Look through the records and copy each line that has "above" in it.

┄┄┄┄┄┄┄┄┄┄

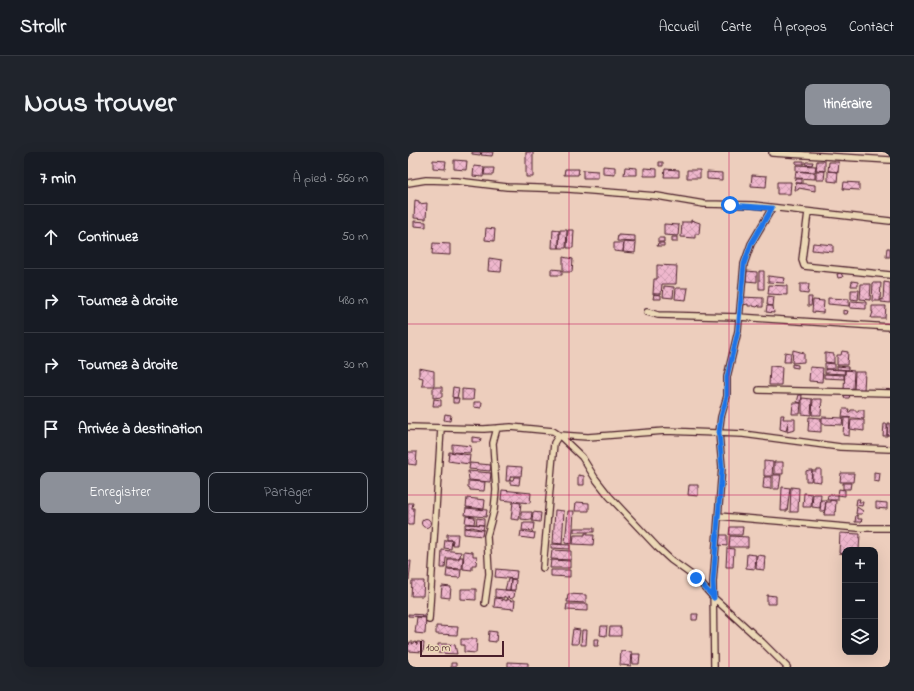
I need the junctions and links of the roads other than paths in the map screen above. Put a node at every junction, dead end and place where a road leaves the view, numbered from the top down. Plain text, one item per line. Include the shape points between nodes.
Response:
1 (772, 153) dead end
2 (890, 160) edge
3 (408, 183) edge
4 (772, 208) junction
5 (808, 212) junction
6 (890, 221) edge
7 (890, 275) edge
8 (647, 312) dead end
9 (739, 317) junction
10 (890, 327) edge
11 (759, 390) dead end
12 (890, 393) edge
13 (408, 426) edge
14 (441, 428) junction
15 (497, 428) junction
16 (719, 433) junction
17 (559, 435) junction
18 (890, 450) edge
19 (718, 516) junction
20 (890, 528) edge
21 (543, 568) dead end
22 (714, 598) junction
23 (485, 603) dead end
24 (429, 620) dead end
25 (714, 667) edge
26 (787, 667) edge

1 - 2 street
3 - 4 street via 426,180 457,181 507,187 657,196 698,203
4 - 5 street
4 - 9 street via 751,244 744,264
5 - 6 street
5 - 7 street via 802,260 804,266
8 - 9 street via 658,315
9 - 10 street
9 - 16 street
11 - 12 street
13 - 14 street
14 - 15 street
14 - 24 street
15 - 17 street via 542,429
15 - 23 street via 493,443 496,490 487,536 489,574
16 - 17 street via 665,430 588,437
16 - 18 street
16 - 19 street via 722,467
17 - 21 street via 554,443
17 - 22 street via 582,457 609,496 657,547 696,578
19 - 20 street via 858,528
19 - 22 street
22 - 25 street
22 - 26 street

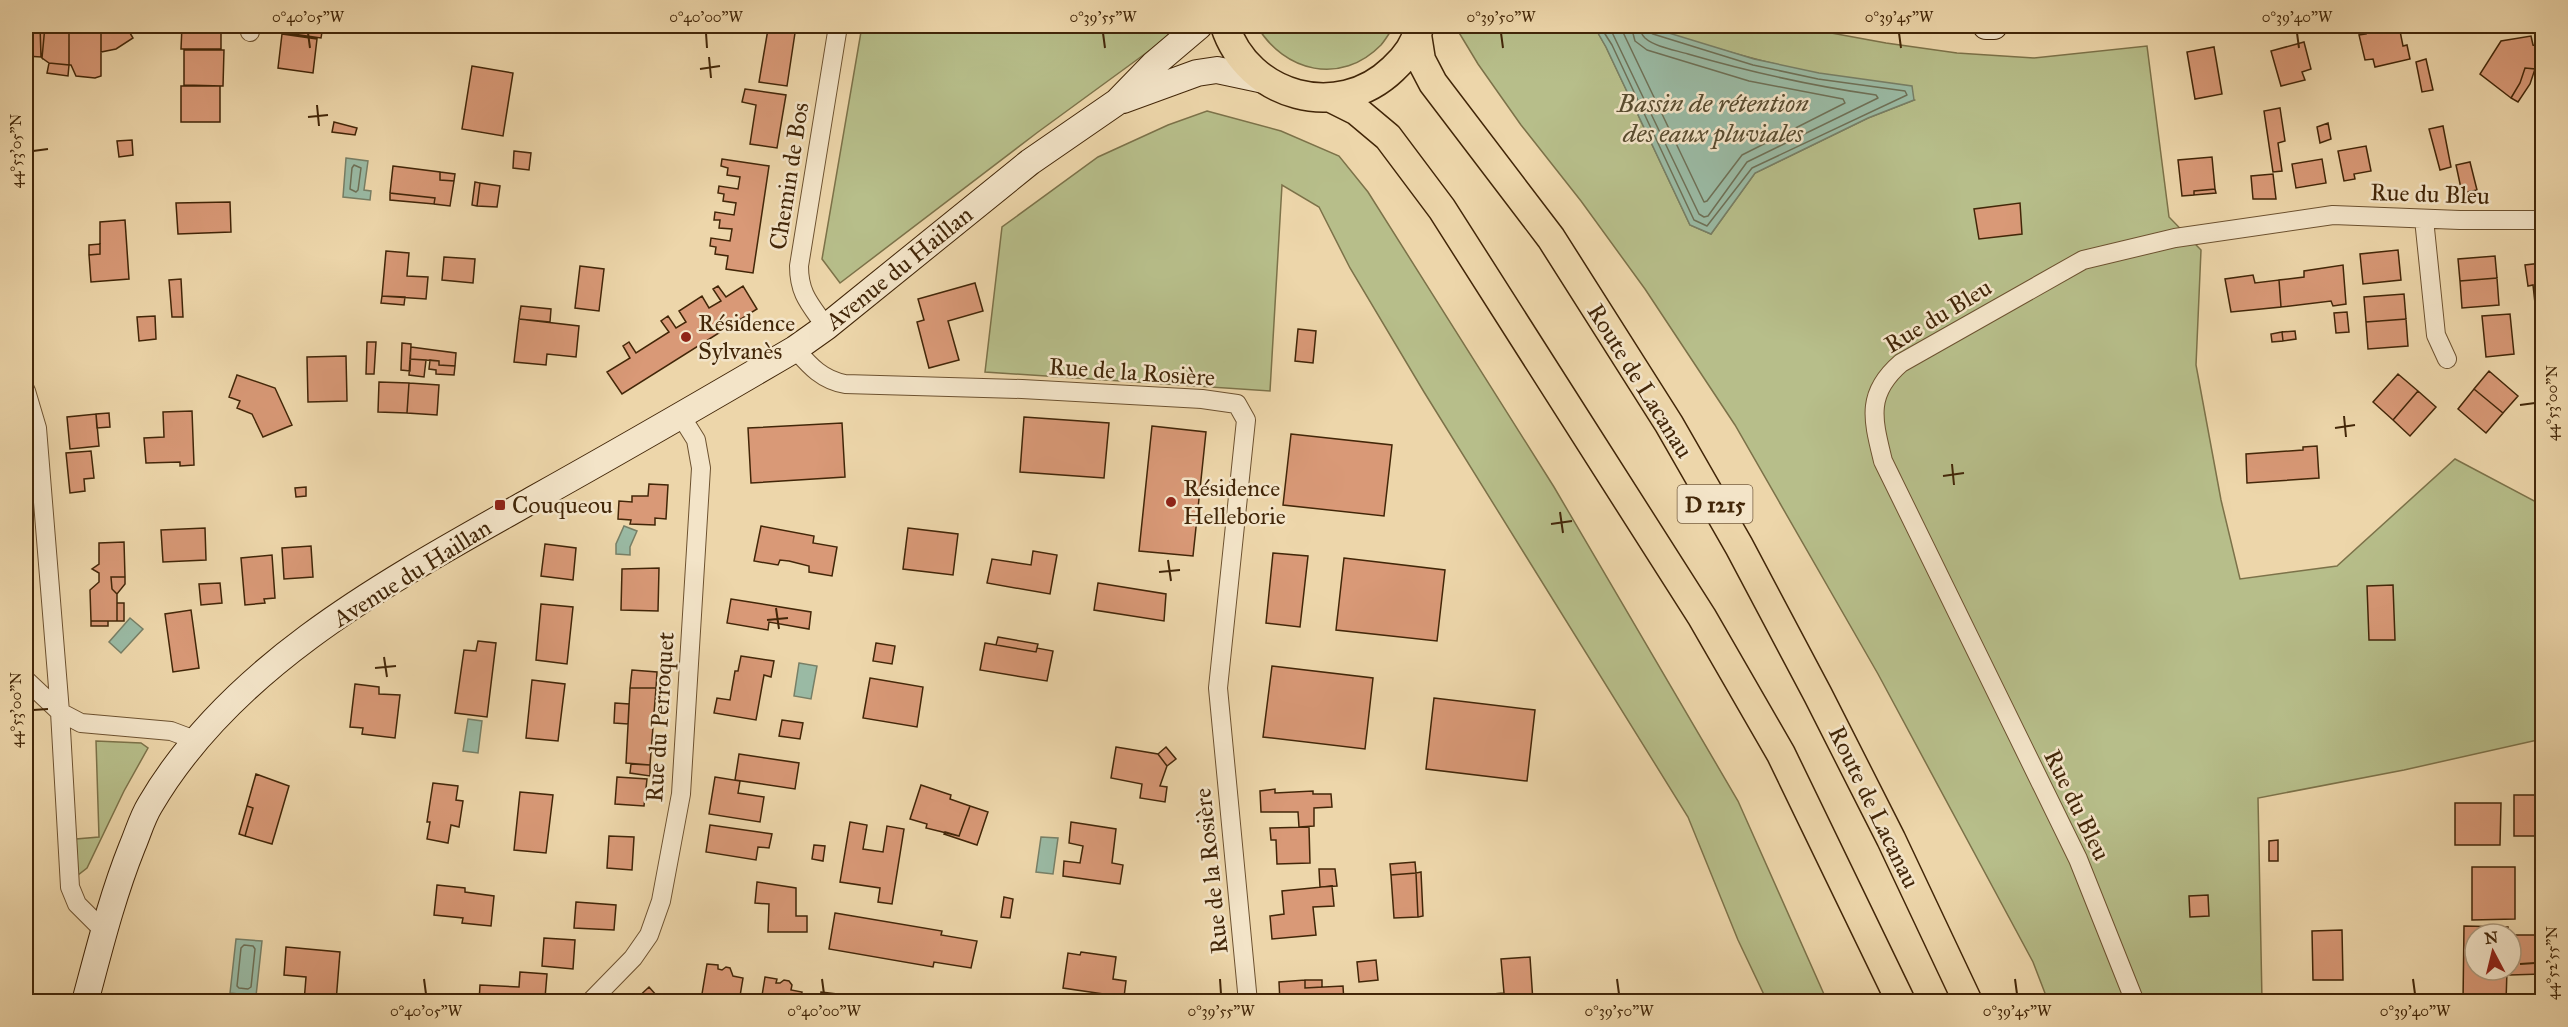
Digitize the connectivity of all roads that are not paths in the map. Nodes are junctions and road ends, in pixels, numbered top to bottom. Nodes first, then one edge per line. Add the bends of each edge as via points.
1 (838, 26) edge
2 (1199, 26) edge
3 (1225, 26) edge
4 (1986, 26) edge
5 (1994, 26) edge
6 (1419, 30) edge
7 (1264, 80) junction
8 (1331, 98) junction
9 (1117, 102) junction
10 (2424, 219) junction
11 (2542, 220) edge
12 (826, 327) junction
13 (795, 350) junction
14 (2446, 359) dead end
15 (26, 391) edge
16 (681, 416) junction
17 (26, 680) edge
18 (60, 712) junction
19 (195, 740) junction
20 (104, 931) junction
21 (85, 1002) edge
22 (590, 1002) edge
23 (1248, 1002) edge
24 (1901, 1002) edge
25 (1968, 1002) edge
26 (2135, 1002) edge

1 - 12 street, Chemin de Bos via 799,266 805,299
2 - 9 street, Avenue du Haillan
3 - 7 main road via 1244,62
4 - 5 street
6 - 8 main road via 1403,59 1383,79 1358,92
6 - 25 main road, Route de Lacanau / D 1215 via 1421,60 1433,83 1551,238 1669,424 1739,546 1885,829
7 - 8 main road via 1296,94
7 - 9 street, Avenue du Haillan via 1216,70
8 - 24 main road, D 1215 via 1357,111 1388,137 1442,209 1702,617 1781,754
9 - 12 street, Avenue du Haillan via 1030,162
10 - 11 street, Rue du Bleu
10 - 14 street via 2436,335
10 - 26 street, Rue du Bleu via 2333,215 2175,238 2083,260 1901,363 1886,376 1875,399 1874,422 1883,461 2078,859
12 - 13 street, Avenue du Haillan
13 - 16 street, Avenue du Haillan
13 - 23 street, Rue de la Rosière via 814,370 832,382 845,384 1022,389 1237,404 1246,420 1218,688
15 - 18 street via 37,428
16 - 19 street, Avenue du Haillan via 426,561 303,641 255,680
16 - 22 street, Rue du Perroquet via 696,440 701,468 681,795 661,901 649,935 633,958
17 - 18 street
18 - 19 street via 81,723 171,730
18 - 20 street via 69,887 77,904
19 - 20 street, Avenue du Haillan via 148,808
20 - 21 street, Avenue du Haillan

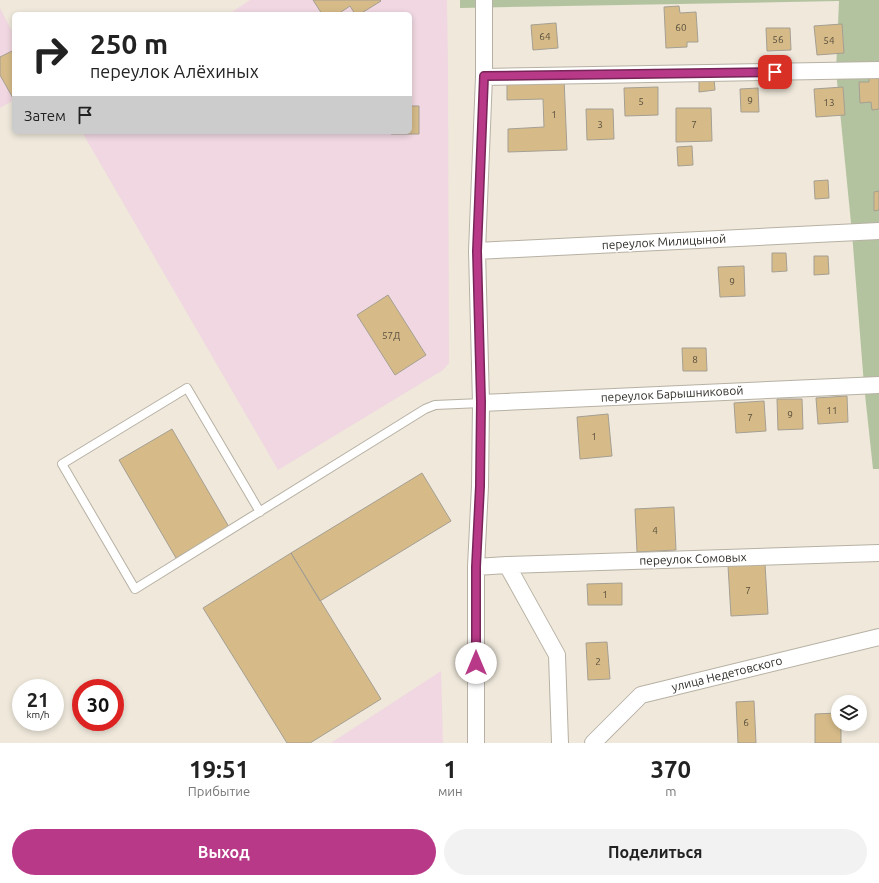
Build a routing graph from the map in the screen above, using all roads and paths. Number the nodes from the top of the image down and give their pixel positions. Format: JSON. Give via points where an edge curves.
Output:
{"nodes":[{"id":1,"x":484,"y":0,"type":"edge"},
{"id":2,"x":879,"y":70,"type":"edge"},
{"id":3,"x":484,"y":76,"type":"junction"},
{"id":4,"x":879,"y":231,"type":"edge"},
{"id":5,"x":477,"y":251,"type":"junction"},
{"id":6,"x":871,"y":385,"type":"edge"},
{"id":7,"x":481,"y":402,"type":"junction"},
{"id":8,"x":260,"y":512,"type":"junction"},
{"id":9,"x":879,"y":553,"type":"edge"},
{"id":10,"x":507,"y":565,"type":"junction"},
{"id":11,"x":476,"y":567,"type":"junction"},
{"id":12,"x":879,"y":637,"type":"edge"},
{"id":13,"x":476,"y":743,"type":"edge"},
{"id":14,"x":560,"y":743,"type":"edge"},
{"id":15,"x":593,"y":743,"type":"edge"}],
"edges":[{"from":1,"to":3,"type":"street"},
{"from":2,"to":3,"type":"street"},
{"from":3,"to":5,"type":"street"},
{"from":4,"to":5,"type":"street","name":"переулок Милицыной"},
{"from":5,"to":7,"type":"street"},
{"from":6,"to":7,"type":"street","name":"переулок Барышниковой"},
{"from":7,"to":8,"type":"lane","via":[[435,404]]},
{"from":7,"to":11,"type":"street"},
{"from":8,"to":8,"type":"lane","via":[[135,588],[62,464],[187,388]]},
{"from":9,"to":10,"type":"street","name":"переулок Сомовых"},
{"from":10,"to":11,"type":"street","name":"переулок Сомовых"},
{"from":10,"to":14,"type":"street","via":[[557,655]]},
{"from":11,"to":13,"type":"street"},
{"from":12,"to":15,"type":"street","name":"улица Недетовского","via":[[641,695]]}]}
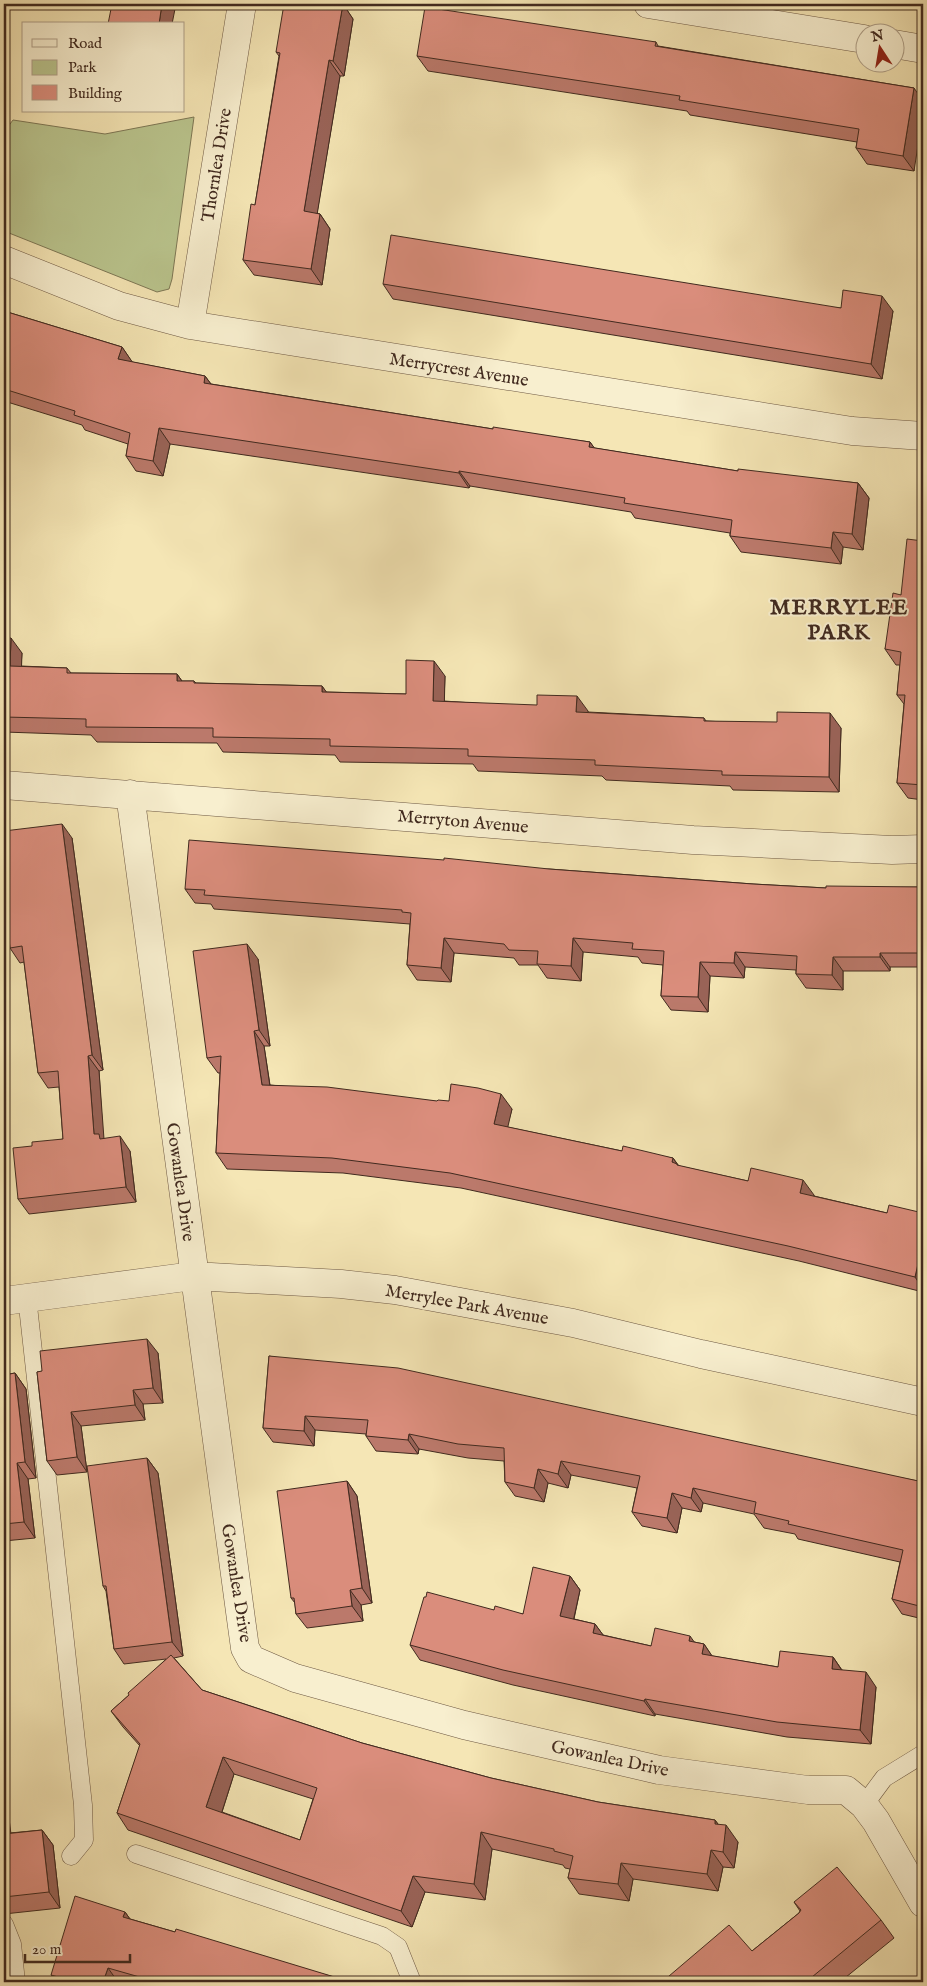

┄┄┄┄┄┄┄┄┄┄

→ **RESPONSE**:
I need the junctions and links of the roads other than paths in the map screen above. Put a node at every junction, dead end and place where a road leaves the view, numbered from the top down. Plain text, one item per line. Include the shape points between nodes.
Build a routing graph from the map in the screen above, using all roads and paths. Number the nodes from the top of the image down and give their pixel positions. Format: JSON. Give via points where an edge curves.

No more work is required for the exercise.